This is one of those years -- Christmas Eve falls on a Sunday, which is also the Fourth Sunday of Advent. That combination makes for some heavy church, let me tell you.
Different people do different things. Most parishes take a deep breath and do what they would do on any Fourth Advent -- the usual number of services on a Sunday morning. Then they break for lunch and come back for the whole nine yards of Christmas Eve. Other places take a more humane approach: combine the Sunday morning services into one, make it Lessons and Carols for a little change of pace, and then go on into the Christmas Eve marathon from there. The altar guild, the choir, the clergy, the beleaguered secretary, the steady sexton: they earn their keep when Christmas Eve falls on Sunday.
Of course, in most parishes, most of these folks don't have any keep to earn. They serve out of love alone. I always marveled at that when I was a parish priest: I worked hard, and I got really tired. But so did many, many others, and almost none of them got a window envelope at the end of the month, as I did. Almost all of them came to the church for a meeting still in their business clothes, after a long day's work. I was as faithful a priest as I knew how to be. But those folks: now, that was faithful.

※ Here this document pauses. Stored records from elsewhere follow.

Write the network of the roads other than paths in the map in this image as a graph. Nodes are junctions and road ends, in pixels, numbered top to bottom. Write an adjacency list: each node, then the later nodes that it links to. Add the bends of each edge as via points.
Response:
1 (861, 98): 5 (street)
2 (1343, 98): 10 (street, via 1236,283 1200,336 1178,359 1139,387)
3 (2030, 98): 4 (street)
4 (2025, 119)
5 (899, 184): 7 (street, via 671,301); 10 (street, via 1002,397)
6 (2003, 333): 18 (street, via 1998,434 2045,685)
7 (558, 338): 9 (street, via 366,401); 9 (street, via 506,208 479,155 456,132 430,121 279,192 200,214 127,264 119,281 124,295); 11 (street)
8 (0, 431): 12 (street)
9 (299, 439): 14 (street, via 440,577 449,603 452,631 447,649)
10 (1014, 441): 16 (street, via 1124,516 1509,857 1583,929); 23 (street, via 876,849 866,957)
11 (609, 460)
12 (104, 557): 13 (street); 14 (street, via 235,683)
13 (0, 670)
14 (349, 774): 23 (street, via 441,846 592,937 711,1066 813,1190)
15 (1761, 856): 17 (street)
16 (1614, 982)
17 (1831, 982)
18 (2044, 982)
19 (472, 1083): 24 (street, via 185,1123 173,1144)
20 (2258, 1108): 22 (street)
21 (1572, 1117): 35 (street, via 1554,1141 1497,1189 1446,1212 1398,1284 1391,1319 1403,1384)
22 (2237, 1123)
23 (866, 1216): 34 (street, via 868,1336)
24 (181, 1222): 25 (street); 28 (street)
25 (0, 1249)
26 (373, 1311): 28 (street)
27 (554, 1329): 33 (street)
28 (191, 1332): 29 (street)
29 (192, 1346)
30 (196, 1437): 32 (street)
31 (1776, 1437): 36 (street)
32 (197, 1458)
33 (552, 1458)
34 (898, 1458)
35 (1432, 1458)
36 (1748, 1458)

And it was fun, as much work as it all was. Oh, yes -- the silly, irreverent jokes in the sacristy about our own exhaustion. The storied embarrassments of Christmases past: Remember when you forgot to carry the Christ Child in and had to go back to the sacristy and get Him? Yeah, well, remember when you spilled a full chalice of red wine on the fair linen? And remember when the acolyte set the holly on fire? The remarkable feeling of a sermon flowing right out of my fingertips onto the page, in just the amount of time that was the only amount of time I had to get it done: a miracle. I read those old sermons now, in the faded bumpy Courier font that was my manual typewriter's only trick. And I read my father's longhand ones, older still. Some of our efforts were better than others, I see. But still, we got it all done, didn't we, Dad?
And when the last carol has been sung, the last performance of the anthem is over, the last sermon is preached, when the wax is mostly gone from the carpet except for a few spots you'll deal with tomorrow, when you can cross the street and go up the walk into your own house -- ah! Nothing could be sweeter.
I suppose there is such a thing as overwork. People tell me I am guilty of it and, since so many people say it, it must be true. But every single thing in my overloaded basket is a thing I love. And I think that having to search for things with which to fill one's time and to care about must be a great sorrow.